Based on the numerous reviews out there, I expected something perhaps a bit south of average in terms of quality. I certainly did not expect the OQO to be a beautifully crafted piece of metal looking like a million dollars. You can't help but be impressed. Overall design is like something upper-scale from Sony, exuding understated elegance. And while even Sony devices can get a bit busy with an excess of little buttons and controls, the OQO is a shining example of design gone right. Front: 5-inch screen; nicely designed OQO logo; small, round on-off button; three tiny microphone holes. Back: nothing except a tiny button that lights up between one and four tiny bright lights to indicated battery status. Top: you can see the pen in its garage and a slender elliptical fan grille. Right: power jack, Bluetooth antenna. Left: Firewire port. Bottom: USB port, thumbwheel, three ports all used by one (massive) docking cable, and a test port. That's it. I've rarely seen anything so clean.
Supplied peripherals consist of an interesting mix of items. There is a supremely elegant dock. It is a piece of very expensive looking metal bent so that the OQO can rest on it. Next is a black power brick that is small and marked "QOQ," so that you actually know what it goes with. Then comes what must be the world's most complex peripherals cable. It plugs into the bottom of the OQO via three connectors. Along its five-foot length are five evenly space rubber knobs, each containing a connector: FireWire, power, USB, audio, and LAN. At the end sits a large VGA plug. There is a black elastic pouch to carry the OQO in. It is the only thing that looks a bit cheap--the kind of thing you'd expect with a bargain basement PDA (it does, however, fit very well). An insert stiffens one side of the pouch to provide protection for the LCD, but the OQO definitely deserves better. Our OQO came with the Microsoft Office Small Business Edition 2003 on CDs, and a special OQO Windows XP SP2 reinstallation disk that also contains special OQO software. The start guide manual is small, but beautifully designed and very clear.
So let's get started. I placed the OQO onto its stand, plugged in the power and moved up the display to gain access to the built-in keyboard. You see, the OQO's QWERTY keyboard sits under the display. It only becomes visible when you slide the display part up an inch and a half. The keyboard is tiny. The QWERTY part is just 35%-scale, but OQO designed it so that all the functions of a full keyboard are there, including a full numeric keypad, left and right mouse buttons, and even an IBM-style nipple for cursor control (here called TrackStik). The little black plastic pen turns out to be not just a piece of plastic, but an active electromagnetic pen.

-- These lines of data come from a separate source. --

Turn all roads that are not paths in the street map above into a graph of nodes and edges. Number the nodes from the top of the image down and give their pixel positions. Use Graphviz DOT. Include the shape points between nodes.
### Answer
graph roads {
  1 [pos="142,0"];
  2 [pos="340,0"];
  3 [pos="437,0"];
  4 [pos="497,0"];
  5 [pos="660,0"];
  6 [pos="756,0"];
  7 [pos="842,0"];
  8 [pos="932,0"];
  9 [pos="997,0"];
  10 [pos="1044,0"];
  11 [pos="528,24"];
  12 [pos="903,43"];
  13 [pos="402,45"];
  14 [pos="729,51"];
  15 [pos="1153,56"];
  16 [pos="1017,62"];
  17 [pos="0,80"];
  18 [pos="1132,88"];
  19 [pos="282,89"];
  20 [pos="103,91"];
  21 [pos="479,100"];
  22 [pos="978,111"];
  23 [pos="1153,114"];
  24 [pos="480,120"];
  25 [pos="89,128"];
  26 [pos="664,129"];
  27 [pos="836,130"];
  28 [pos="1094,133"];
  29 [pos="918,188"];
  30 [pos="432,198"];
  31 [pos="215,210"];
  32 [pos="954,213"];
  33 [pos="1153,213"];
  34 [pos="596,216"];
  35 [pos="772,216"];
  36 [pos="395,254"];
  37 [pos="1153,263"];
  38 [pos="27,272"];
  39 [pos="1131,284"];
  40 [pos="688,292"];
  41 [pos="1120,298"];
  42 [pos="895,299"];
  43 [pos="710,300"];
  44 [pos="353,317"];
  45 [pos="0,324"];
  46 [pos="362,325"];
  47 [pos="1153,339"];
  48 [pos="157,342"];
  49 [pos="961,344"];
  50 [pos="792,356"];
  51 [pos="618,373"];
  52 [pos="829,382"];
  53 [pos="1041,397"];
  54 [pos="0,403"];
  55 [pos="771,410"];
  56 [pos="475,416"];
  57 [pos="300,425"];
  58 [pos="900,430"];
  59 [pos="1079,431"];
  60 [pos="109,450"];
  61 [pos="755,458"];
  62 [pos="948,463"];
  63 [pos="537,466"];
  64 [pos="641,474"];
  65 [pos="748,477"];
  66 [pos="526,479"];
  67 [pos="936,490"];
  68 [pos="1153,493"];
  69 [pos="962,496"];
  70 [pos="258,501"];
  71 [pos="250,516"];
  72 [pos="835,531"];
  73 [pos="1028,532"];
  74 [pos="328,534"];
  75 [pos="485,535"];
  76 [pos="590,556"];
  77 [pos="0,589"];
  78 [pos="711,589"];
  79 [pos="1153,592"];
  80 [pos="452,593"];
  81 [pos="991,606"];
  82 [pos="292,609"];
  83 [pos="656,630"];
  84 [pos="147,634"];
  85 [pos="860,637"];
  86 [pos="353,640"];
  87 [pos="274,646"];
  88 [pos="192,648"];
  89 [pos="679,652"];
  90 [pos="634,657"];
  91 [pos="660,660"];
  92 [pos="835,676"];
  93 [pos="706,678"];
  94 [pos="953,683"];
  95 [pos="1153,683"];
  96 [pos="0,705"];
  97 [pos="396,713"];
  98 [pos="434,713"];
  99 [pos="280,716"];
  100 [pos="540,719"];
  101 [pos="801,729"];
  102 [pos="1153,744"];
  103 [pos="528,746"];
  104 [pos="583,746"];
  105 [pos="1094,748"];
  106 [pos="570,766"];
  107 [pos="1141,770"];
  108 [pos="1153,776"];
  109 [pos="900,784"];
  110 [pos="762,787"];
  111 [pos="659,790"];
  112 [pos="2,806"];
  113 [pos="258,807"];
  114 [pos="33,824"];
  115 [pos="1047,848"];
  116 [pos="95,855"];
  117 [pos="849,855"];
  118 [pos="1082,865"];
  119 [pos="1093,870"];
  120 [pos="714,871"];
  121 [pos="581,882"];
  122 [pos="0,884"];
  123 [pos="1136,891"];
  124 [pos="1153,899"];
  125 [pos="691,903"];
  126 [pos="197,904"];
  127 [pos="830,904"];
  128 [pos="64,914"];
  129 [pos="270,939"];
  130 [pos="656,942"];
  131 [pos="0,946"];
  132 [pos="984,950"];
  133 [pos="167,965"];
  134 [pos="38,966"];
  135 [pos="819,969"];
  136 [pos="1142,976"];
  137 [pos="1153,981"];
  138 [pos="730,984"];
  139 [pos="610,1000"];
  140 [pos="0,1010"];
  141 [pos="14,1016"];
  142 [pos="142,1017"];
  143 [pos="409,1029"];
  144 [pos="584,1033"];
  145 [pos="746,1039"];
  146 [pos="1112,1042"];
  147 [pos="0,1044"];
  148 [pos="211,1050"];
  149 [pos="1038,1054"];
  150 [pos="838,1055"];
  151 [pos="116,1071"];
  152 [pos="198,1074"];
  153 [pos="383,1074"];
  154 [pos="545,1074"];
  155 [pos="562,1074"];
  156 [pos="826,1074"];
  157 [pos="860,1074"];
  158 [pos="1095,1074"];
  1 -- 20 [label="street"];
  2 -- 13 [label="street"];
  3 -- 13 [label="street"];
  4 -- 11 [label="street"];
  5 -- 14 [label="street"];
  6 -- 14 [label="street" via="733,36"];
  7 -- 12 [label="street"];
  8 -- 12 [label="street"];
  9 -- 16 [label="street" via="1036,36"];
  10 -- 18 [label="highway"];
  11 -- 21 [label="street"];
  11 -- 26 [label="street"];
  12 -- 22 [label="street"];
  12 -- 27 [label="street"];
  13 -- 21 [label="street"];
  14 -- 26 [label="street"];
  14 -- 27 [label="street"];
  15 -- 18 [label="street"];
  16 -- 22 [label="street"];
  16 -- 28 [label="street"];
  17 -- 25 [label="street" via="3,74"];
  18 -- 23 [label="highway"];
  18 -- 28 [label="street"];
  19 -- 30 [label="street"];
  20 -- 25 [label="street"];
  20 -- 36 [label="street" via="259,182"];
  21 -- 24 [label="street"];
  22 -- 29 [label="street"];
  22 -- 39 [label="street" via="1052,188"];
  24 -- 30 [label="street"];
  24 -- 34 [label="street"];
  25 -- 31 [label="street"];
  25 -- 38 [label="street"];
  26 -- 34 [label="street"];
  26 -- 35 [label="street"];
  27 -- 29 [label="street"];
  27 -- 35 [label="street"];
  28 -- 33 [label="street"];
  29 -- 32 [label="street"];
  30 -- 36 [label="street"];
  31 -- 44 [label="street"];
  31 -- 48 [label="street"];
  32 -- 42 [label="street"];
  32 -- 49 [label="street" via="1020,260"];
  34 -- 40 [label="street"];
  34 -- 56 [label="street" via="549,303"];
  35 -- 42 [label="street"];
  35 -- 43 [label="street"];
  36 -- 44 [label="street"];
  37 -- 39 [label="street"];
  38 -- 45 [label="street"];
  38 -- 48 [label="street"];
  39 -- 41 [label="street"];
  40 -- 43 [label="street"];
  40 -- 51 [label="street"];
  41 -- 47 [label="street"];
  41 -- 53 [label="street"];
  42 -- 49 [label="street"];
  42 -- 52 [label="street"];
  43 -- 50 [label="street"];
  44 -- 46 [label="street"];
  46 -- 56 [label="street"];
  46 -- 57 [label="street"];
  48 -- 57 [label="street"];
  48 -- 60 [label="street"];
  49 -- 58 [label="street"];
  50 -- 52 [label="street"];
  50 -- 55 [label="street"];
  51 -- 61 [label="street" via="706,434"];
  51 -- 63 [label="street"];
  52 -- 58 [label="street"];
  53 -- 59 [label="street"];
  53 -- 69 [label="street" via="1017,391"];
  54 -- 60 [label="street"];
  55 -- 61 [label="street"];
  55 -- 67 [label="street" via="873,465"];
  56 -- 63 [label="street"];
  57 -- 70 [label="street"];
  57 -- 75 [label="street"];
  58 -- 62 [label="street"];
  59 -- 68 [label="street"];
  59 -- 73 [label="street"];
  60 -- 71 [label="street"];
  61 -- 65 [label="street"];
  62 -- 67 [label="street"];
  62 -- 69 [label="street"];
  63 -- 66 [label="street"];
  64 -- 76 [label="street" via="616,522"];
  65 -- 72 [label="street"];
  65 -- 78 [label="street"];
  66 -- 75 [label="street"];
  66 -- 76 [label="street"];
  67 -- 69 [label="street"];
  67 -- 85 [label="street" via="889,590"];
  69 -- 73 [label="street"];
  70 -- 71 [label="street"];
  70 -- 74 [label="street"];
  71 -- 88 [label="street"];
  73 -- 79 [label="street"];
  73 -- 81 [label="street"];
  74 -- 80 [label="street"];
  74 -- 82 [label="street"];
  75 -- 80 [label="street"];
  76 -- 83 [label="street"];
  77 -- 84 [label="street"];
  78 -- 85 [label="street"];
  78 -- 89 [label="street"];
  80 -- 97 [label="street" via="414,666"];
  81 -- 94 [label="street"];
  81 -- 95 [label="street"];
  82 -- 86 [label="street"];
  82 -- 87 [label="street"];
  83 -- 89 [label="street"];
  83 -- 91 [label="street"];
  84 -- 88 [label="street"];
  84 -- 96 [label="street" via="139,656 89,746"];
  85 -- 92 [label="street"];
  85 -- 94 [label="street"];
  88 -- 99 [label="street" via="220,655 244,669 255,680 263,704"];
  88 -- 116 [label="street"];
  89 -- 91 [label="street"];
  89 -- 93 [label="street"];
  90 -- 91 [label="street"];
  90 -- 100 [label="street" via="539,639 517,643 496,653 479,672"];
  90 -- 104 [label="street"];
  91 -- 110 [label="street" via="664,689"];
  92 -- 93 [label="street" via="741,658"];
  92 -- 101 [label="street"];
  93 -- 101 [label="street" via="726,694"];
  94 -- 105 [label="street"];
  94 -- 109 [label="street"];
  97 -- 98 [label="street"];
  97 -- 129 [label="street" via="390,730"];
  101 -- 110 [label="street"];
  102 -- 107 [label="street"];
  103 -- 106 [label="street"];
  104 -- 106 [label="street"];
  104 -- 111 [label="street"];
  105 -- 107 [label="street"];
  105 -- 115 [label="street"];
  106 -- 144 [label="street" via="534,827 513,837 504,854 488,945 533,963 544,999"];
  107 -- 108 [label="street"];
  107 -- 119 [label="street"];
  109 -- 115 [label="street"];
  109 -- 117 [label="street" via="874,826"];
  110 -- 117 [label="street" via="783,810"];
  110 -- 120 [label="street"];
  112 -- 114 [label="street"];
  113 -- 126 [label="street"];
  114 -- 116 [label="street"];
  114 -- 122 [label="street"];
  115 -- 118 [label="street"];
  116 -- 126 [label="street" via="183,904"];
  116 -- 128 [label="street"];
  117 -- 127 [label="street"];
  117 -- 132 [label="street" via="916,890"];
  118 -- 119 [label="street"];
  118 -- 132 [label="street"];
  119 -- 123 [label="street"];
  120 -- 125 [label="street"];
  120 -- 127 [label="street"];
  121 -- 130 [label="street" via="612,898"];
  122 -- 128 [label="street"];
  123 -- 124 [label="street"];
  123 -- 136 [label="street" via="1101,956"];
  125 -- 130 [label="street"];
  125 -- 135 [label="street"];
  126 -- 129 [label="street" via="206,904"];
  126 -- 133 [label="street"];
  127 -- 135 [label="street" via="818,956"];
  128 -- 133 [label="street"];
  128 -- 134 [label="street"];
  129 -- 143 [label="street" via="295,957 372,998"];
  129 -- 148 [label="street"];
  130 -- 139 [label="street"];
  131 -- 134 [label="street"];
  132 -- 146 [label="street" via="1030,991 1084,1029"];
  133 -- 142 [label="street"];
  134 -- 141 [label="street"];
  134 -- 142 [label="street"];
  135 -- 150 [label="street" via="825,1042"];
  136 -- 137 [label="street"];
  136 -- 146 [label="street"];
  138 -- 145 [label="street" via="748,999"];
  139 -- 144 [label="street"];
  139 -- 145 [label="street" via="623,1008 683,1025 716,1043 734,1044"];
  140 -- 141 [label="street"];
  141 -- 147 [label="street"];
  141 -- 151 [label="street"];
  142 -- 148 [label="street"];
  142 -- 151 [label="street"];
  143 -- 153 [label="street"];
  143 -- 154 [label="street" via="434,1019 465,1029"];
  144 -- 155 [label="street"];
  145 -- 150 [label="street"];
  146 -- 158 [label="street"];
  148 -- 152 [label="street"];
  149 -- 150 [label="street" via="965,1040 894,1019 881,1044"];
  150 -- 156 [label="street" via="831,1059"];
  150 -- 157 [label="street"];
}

Push the start button. It lights up, the word "OQO" appears on the display, and Windows XP loads. The first thing you notice is that everything on the screen is tiny. You'd expect that on a five-inch diagonal display, but it's still peculiar to see the familiar Windows startup screens in such tiny print. The actual resolution is 800 x 480 pixel, which translates into almost 200 dots per inch. Regular notebooks rarely display more than 100 dots per inch. Windows doesn't scale well to different size screens and resolutions and so OQO tried its best to come up with settings that minimize the problem. The bottom bar disappears when not in use, text is very small (but razor-sharp), icons and titles are large. You can get used to it. One problem of the shallow 480-pixel screen height is that many Windows programs have multiple horizontal menu and title bars, leaving little space for the actual work area. In a browser you don't see much actual content under the borders, menu and address bars and whatever else clutters up the screen.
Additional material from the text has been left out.